There was no response. The house gave back nothing but an ambience of emptiness.
She'd heard the message, and had gone around to a neighbour. What else could she have done? But she should have secured the place behind her, at least. He went through into the small police office to check on whether the answering machine had been reset.
It hadn't.
It had been unplugged. Both cassettes had been removed, the one for the incoming messages and the looped cassette that carried his own voice. They were nowhere around. He looked at his desk. There was no definite sign, but he knew almost immediately that it had been searched and then set right again. It was still something of a mess, but it wasn't quite his mess anymore. He turned around and went out, intending to call Loren's name to the empty house once more.
He found her on the stairs.
She was lying just above the middle landing, around the corner where she couldn't be seen from the hallway. She was head-down, feet pointing back the way she'd apparently fallen. One shoe had come off and was sitting on the third step from the top. To his eye it looked too neat, too much as if it had been placed there for an effect rather than simply lying where it had landed.
Aldridge sat down heavily on the lower stairway, and put his head in his hands.
He didn't make a sound. He didn't do anything. His mind raced, but to no purpose whatsoever. He seemed to stand apart from his own thoughts, watching them go by like an out of control carousel too fast to be boarded. And all that he could say was a low, "Ohhh, shit," again and again.
After a while, he sighed and straightened.
She was still warm. And she was damned heavy.

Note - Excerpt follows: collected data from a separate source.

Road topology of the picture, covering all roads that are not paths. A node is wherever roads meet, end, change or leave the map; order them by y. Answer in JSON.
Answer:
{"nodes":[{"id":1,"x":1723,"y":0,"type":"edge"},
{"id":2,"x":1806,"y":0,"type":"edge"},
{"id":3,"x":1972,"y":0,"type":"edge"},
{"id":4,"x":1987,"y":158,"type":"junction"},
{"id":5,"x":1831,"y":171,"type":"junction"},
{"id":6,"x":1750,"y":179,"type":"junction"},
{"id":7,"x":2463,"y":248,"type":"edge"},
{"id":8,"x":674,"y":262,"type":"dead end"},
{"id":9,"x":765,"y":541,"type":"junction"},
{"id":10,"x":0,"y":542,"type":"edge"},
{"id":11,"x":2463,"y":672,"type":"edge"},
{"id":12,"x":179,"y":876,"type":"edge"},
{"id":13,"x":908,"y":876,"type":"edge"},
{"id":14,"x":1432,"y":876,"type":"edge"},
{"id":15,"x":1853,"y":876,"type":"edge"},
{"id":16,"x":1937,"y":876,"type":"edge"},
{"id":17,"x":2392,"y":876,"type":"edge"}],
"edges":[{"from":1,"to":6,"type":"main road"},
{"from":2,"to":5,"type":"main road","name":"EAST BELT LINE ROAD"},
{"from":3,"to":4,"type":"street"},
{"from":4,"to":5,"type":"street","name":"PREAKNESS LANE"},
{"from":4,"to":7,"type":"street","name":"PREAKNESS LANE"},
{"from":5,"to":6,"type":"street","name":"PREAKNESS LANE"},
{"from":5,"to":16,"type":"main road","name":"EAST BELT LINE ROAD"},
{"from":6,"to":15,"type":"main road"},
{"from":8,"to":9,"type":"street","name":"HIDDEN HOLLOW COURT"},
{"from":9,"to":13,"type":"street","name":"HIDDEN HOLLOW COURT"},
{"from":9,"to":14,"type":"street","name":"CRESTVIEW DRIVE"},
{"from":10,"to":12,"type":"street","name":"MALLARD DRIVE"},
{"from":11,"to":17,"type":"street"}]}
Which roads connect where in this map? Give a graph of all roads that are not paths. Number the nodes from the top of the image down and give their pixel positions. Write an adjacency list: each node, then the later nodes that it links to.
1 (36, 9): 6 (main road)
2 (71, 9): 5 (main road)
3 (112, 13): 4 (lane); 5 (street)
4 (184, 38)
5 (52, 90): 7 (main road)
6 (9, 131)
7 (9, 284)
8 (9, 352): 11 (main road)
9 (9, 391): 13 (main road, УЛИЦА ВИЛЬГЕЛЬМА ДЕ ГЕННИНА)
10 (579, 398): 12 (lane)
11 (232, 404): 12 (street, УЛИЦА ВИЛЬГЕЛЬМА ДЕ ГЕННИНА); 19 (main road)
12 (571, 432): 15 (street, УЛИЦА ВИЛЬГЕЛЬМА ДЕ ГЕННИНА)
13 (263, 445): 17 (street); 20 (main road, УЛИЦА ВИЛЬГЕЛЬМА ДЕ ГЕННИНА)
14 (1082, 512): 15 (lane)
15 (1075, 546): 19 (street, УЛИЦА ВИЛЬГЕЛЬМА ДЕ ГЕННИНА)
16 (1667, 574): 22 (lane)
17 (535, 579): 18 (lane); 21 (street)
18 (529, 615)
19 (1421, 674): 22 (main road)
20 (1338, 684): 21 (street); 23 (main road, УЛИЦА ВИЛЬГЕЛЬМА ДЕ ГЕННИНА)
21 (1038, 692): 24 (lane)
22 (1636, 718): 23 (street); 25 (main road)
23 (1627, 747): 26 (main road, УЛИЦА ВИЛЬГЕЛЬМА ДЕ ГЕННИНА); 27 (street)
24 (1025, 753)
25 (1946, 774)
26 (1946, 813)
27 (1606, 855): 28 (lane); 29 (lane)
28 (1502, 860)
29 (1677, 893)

There had been a time when he could lift her like nothing. These last few years, he hadn't ever lifted her at all. They'd outgrown those kinds of games. Seemed to have outgrown everything, in fact, and nothing had come along to fill up the spaces. Their time in the Bay and the valley hadn't been their best.
But, still…
He managed to pull her to the top of the stairs and then, with a little more dignity, to lift her up and carry her through to the bed. He laid her on top of the covers and then went back for the lost shoe. But then he couldn't get it onto her foot, and so he took off the other one and set the pair on the floor next to her. He avoided looking at her face. Her face was a stranger's now, too relaxed, and with its lines wiped like a tape. He ought to cover it with something, really, but somehow he couldn't bring himself to do it. Too much of an admission of the end. Too final.
He straightened her clothes. He crossed her hands and they fell into place quite naturally; by her hands, she might almost be sleeping. He kissed her once, on the forehead. Her body was warm, but the skin on her face was cool. The curtains were half open. He drew them shut.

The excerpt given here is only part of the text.